Promoting tooth brushing in preschool children is of great relevance because this is a way to favor dental health by maintaining clean teeth. Though the caries prevalence was lower among those children brushing their teeth thrice daily, the difference in the observations obtained was not statistically significant (P > 0.05). The findings of the present study were similar to the findings of Bjarnason et al. (1995) [29] and Kuriakose and Joseph (1999) [30]. This could be due to other factors like type and amount of toothpaste and also the method of brushing used. Higher caries prevalence was observed among those practicing horizontal method of brushing in comparison with those following roll on technique; however, it was statistically nonsignificant (P > 0.05). Young children can be advised for roll on technique keeping in view the easy practicability and dexterity of brushing. Similar findings were reported by Wei and Hyman (1982) [31].
Results revealed a least prevalence of caries among children who were assisted by mothers for cleaning their teeth. This suggests that preschool children should always be assisted during brushing. Bjarnason et al. (1995) [29] and Kuriakose and Joseph (1999) [30] reported similar findings in regard to caries prevalence and mother assistance in cleaning teeth.

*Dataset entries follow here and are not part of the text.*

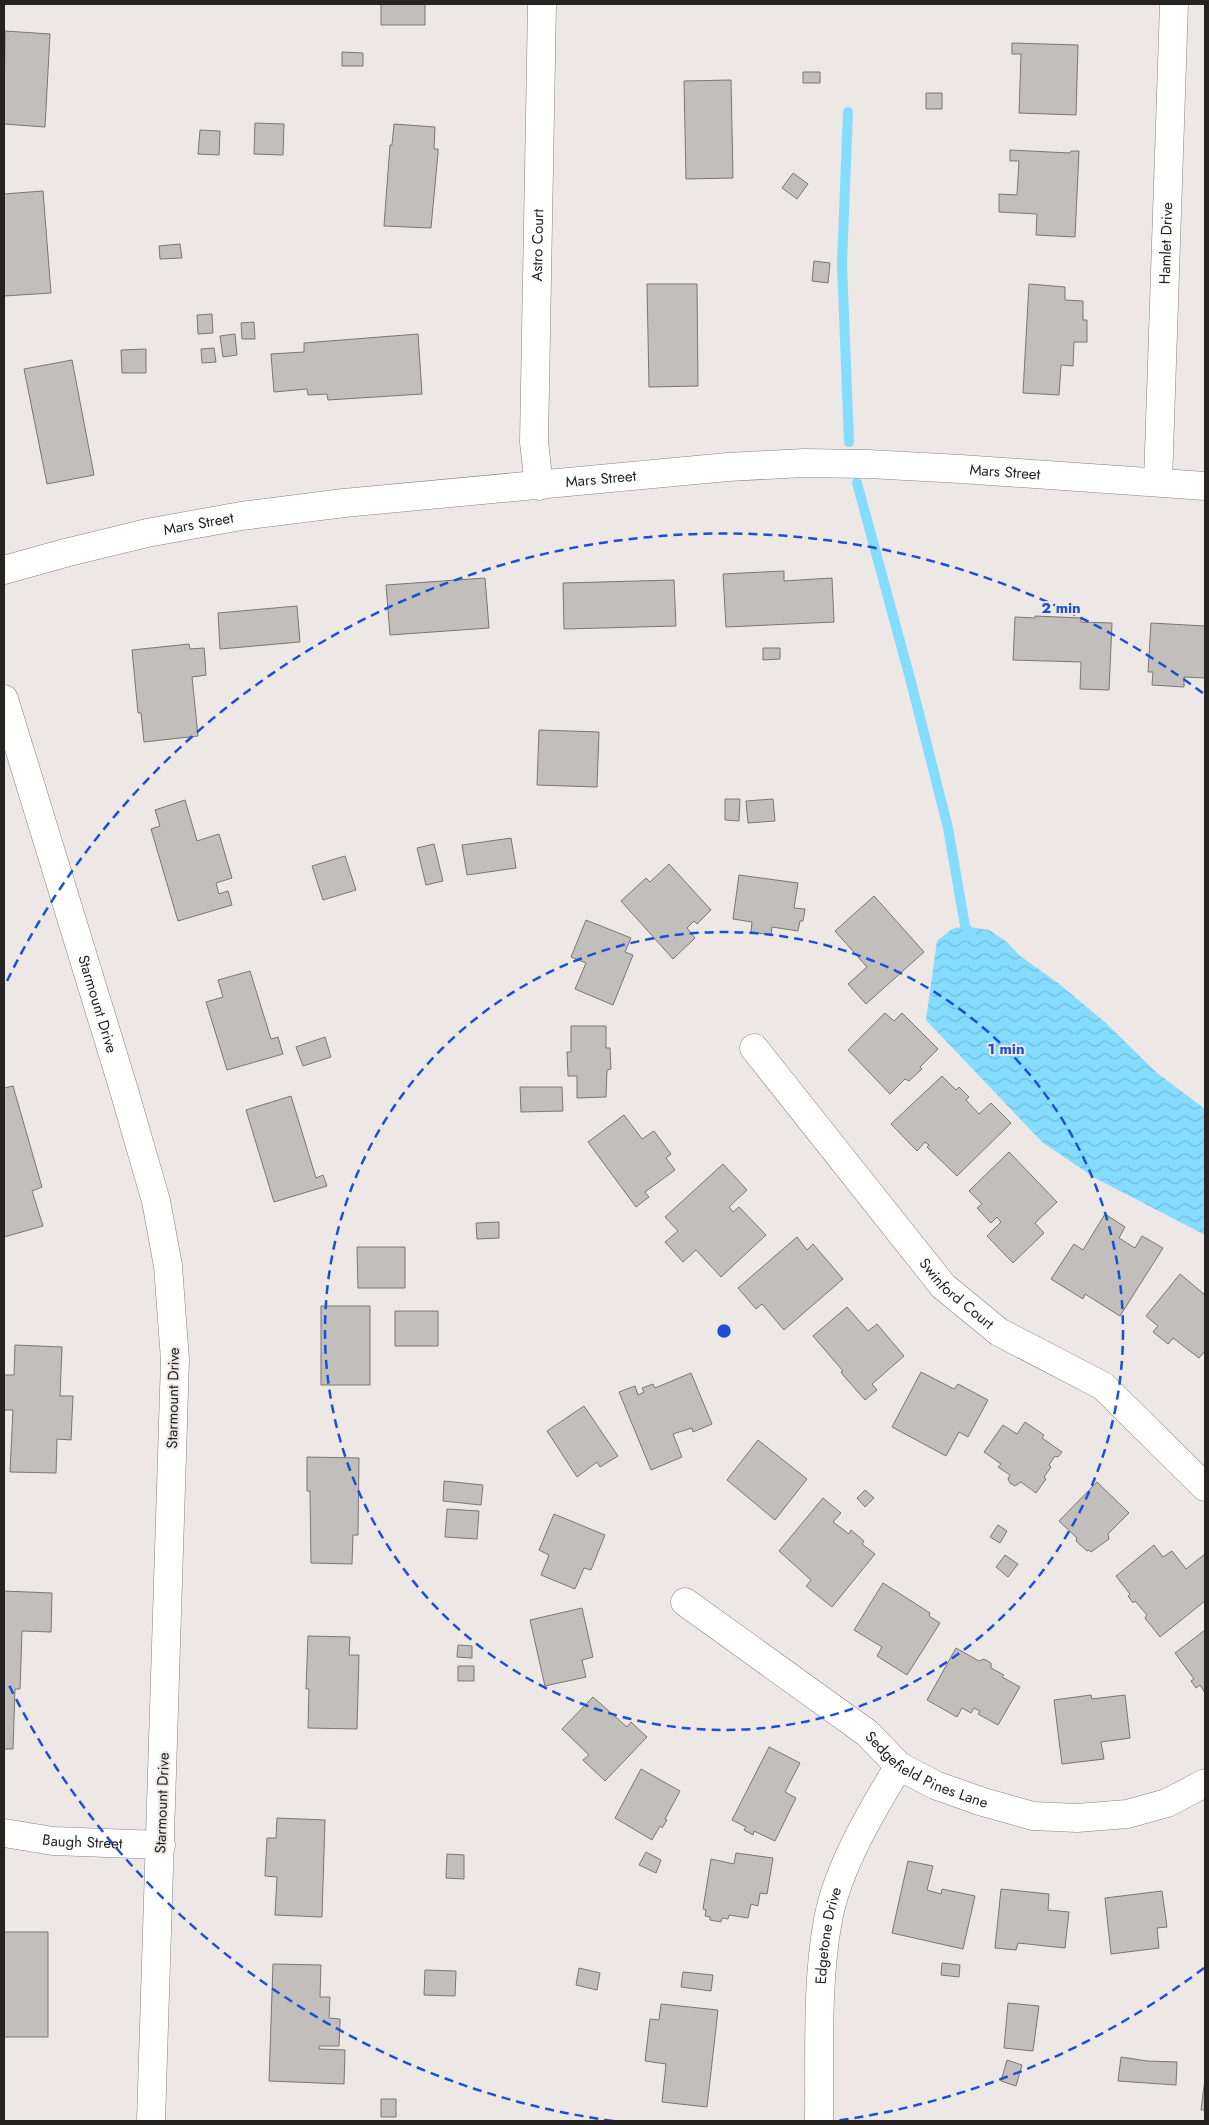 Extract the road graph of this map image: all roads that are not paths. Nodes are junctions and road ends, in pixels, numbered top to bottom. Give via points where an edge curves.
1 (542, 4) edge
2 (1174, 4) edge
3 (1158, 482) junction
4 (539, 486) junction
5 (1205, 486) edge
6 (4, 570) edge
7 (4, 699) edge
8 (754, 1048) dead end
9 (1205, 1487) edge
10 (685, 1602) dead end
11 (899, 1766) junction
12 (1205, 1783) edge
13 (4, 1833) edge
14 (160, 1845) junction
15 (151, 2121) edge
16 (819, 2121) edge

1 - 4 street, Astro Court via 534,442
2 - 3 street, Hamlet Drive
3 - 4 street, Mars Street via 804,463 728,467
3 - 5 street, Mars Street
4 - 6 street, Mars Street via 344,503 241,516 147,533
7 - 14 street, Starmount Drive via 156,1201 168,1266 175,1360
8 - 9 street, Swinford Court via 943,1286 1000,1332 1103,1386
10 - 11 street, Sedgefield Pines Lane via 867,1733
11 - 12 street, Sedgefield Pines Lane via 943,1788 1033,1816 1077,1818 1127,1814 1167,1802
11 - 16 street, Edgetone Drive via 877,1801 838,1882 828,1920 822,1982
13 - 14 street, Baugh Street via 53,1841
14 - 15 street, Starmount Drive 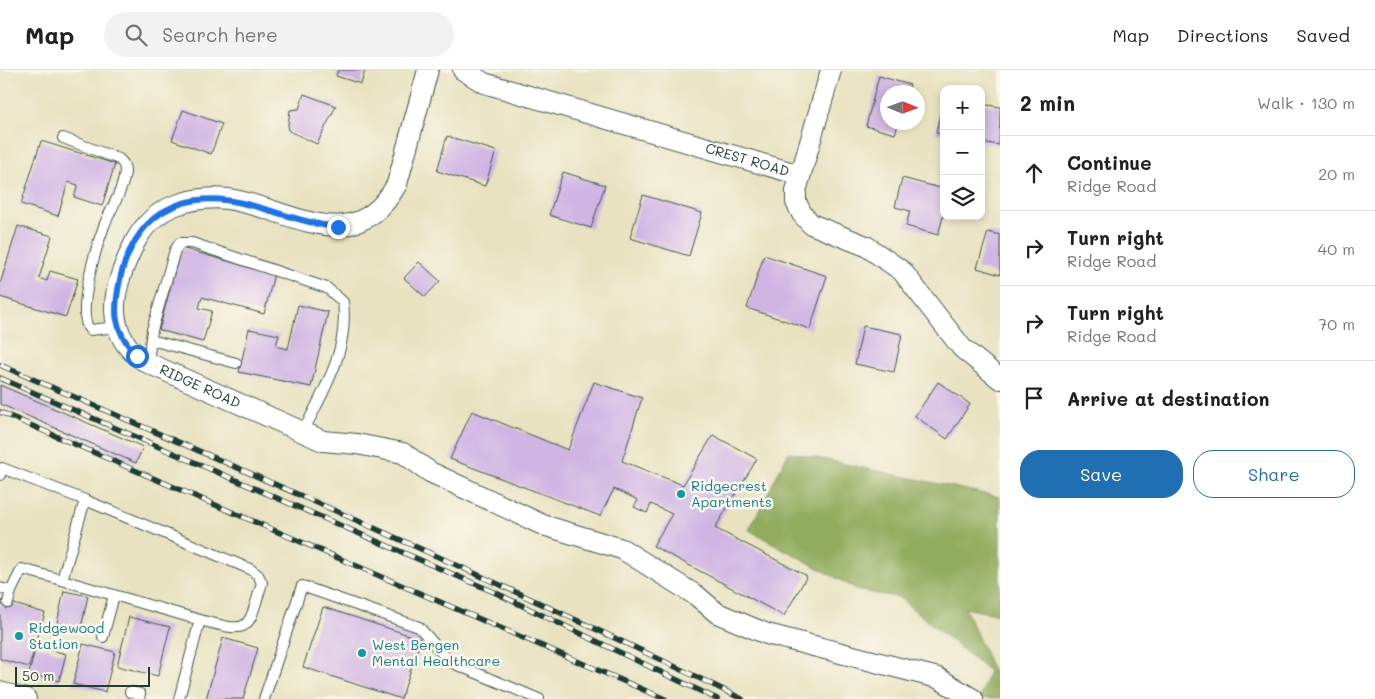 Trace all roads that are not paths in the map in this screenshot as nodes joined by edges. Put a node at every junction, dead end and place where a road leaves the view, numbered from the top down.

Even though the multifactorial aspect of the etiology of ECC is now well established, the question of why its risk of occurrence is highest among some group is unanswered. When considering possible explanations, dietary habits and sweetened food intake frequency may be likely contributing factors.
4.1. Limitations of the Study
The possibility of selection bias must be considered in this study. Not all children in this age group attend preschools or daycare facilities and their behavioural characteristics may have differed from those children sampled through preschool enrolment. Furthermore, being cross-sectional in design, the context and temporal effect of the identified risk factors may not be clear.
5. Conclusions
The prevalence of ECC in this sample of preschool children in Kanpur suggest, the need for oral health promotion strategies that include more supportive and practical advice for parents and caregivers of preschool children along with improved access to dental care to enable primary prevention and management of ECC. Intervention during early childhood would seem to be a most appropriate action to ensure healthy dental habits throughout life.
Conflict of Interests
The authors hereby declare that there is no conflict of interests and the study has not been funded by any source or agency.